BEGIN Material for this task

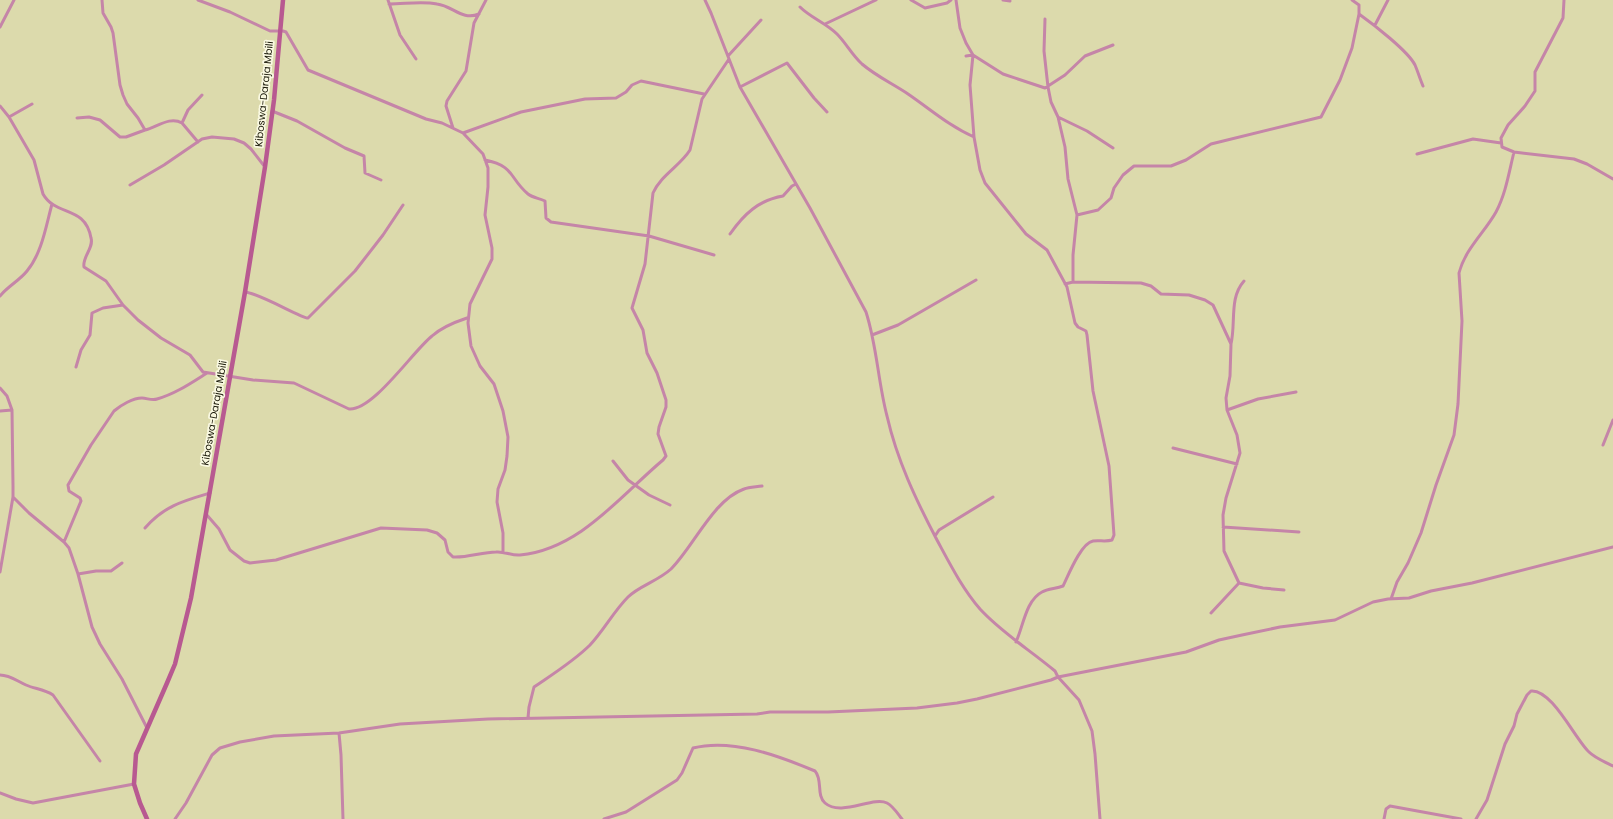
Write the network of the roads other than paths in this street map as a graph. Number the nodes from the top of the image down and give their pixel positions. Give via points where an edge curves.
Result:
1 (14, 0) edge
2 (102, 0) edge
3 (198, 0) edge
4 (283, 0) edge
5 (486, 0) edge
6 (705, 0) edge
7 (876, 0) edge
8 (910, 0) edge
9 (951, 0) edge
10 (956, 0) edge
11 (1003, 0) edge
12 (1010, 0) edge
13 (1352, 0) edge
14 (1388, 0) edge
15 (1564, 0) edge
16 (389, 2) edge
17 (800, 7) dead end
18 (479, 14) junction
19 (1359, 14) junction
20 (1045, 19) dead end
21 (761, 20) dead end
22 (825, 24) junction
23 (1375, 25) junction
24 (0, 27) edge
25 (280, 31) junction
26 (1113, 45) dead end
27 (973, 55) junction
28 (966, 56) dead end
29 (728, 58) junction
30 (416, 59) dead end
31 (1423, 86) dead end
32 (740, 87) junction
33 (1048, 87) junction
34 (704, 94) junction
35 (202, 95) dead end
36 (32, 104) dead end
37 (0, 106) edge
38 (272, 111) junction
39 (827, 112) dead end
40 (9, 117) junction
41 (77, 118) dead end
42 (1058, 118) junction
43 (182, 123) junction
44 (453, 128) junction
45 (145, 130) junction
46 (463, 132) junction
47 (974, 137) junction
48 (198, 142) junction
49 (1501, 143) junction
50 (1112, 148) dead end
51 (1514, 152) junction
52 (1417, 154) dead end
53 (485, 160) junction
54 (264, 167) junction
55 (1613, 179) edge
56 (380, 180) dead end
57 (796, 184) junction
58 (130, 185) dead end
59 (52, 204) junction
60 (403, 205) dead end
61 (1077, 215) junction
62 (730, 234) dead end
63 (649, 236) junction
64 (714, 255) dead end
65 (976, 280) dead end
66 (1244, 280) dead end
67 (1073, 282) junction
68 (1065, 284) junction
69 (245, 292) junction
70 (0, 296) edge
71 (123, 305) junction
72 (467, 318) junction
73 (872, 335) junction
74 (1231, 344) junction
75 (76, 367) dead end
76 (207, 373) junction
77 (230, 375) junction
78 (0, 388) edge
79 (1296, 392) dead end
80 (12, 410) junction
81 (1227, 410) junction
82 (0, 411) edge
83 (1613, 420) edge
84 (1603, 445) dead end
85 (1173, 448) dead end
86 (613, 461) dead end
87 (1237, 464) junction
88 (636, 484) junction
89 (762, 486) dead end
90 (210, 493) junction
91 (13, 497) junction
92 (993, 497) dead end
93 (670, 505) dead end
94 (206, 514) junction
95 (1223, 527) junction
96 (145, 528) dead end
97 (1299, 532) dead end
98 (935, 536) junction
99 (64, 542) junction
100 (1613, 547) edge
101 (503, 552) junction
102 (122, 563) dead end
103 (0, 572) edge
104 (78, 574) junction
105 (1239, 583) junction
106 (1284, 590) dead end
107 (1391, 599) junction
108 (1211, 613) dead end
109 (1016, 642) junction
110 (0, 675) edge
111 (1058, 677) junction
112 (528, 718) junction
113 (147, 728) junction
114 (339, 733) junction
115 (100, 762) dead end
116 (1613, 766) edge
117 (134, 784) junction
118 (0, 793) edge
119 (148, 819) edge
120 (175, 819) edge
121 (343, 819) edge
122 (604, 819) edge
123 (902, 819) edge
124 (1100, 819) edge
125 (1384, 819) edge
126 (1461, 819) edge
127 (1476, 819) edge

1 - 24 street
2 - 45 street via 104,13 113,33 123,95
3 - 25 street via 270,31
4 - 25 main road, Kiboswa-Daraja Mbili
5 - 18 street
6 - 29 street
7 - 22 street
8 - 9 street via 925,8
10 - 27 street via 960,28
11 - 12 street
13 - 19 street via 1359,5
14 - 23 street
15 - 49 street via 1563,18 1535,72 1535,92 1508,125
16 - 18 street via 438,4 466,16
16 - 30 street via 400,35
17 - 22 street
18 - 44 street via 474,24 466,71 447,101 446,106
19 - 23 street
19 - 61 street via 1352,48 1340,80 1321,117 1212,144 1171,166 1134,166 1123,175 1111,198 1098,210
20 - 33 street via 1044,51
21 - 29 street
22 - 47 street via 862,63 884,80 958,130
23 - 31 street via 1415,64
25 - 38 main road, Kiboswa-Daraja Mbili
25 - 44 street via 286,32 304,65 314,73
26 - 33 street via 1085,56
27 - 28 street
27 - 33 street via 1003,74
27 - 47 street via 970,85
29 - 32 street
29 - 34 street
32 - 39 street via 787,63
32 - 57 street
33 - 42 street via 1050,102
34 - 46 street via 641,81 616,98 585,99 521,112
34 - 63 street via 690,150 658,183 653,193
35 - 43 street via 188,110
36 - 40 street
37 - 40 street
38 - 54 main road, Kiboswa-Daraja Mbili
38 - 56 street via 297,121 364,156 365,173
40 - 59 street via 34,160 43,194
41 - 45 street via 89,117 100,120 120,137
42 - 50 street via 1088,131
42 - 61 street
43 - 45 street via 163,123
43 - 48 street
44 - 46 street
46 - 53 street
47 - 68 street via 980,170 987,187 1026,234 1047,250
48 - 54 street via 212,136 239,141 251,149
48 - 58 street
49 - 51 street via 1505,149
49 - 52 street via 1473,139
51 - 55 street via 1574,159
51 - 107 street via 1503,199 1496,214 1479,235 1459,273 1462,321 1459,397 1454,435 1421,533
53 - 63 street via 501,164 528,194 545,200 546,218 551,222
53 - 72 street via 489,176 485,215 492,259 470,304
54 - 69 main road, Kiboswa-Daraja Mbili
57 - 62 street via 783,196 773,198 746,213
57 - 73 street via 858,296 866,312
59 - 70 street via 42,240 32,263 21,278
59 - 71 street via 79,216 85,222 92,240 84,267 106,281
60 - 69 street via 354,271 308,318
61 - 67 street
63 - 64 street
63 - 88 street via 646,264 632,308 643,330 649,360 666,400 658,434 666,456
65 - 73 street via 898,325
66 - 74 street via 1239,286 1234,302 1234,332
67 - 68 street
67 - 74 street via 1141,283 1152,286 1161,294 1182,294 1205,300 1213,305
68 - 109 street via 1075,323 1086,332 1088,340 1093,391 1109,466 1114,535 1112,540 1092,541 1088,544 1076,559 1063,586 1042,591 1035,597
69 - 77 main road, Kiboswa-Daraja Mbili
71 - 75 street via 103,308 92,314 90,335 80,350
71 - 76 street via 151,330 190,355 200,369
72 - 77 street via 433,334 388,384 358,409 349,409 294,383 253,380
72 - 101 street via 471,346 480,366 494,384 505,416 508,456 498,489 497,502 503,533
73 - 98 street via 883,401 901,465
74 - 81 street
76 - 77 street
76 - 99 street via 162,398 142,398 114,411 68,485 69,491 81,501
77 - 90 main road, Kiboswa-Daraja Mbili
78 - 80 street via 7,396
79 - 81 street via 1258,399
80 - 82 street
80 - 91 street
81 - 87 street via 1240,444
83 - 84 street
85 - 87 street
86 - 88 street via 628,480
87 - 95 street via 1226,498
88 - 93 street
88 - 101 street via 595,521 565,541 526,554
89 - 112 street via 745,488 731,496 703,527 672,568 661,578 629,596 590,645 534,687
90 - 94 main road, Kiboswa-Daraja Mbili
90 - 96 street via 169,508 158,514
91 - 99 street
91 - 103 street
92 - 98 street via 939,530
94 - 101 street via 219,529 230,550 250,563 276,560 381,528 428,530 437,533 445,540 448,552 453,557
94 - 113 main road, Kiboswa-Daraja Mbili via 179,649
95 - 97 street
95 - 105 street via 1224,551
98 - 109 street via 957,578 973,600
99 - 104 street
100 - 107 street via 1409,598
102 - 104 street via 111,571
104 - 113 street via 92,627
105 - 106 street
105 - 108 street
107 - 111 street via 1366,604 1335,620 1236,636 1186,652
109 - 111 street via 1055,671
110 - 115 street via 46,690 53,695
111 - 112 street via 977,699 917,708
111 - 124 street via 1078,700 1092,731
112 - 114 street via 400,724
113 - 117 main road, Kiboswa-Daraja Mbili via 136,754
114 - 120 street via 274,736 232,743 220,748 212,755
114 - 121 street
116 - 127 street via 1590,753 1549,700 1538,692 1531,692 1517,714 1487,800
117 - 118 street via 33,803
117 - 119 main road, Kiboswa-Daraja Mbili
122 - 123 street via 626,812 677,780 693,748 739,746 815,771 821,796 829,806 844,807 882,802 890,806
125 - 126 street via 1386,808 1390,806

END Material for this task

### What the exercise asks
What lines in the entries above include the string "Kiboswa"? Return each one.

### Answer
4 - 25 main road, Kiboswa-Daraja Mbili
25 - 38 main road, Kiboswa-Daraja Mbili
38 - 54 main road, Kiboswa-Daraja Mbili
54 - 69 main road, Kiboswa-Daraja Mbili
69 - 77 main road, Kiboswa-Daraja Mbili
77 - 90 main road, Kiboswa-Daraja Mbili
90 - 94 main road, Kiboswa-Daraja Mbili
94 - 113 main road, Kiboswa-Daraja Mbili via 179,649
113 - 117 main road, Kiboswa-Daraja Mbili via 136,754
117 - 119 main road, Kiboswa-Daraja Mbili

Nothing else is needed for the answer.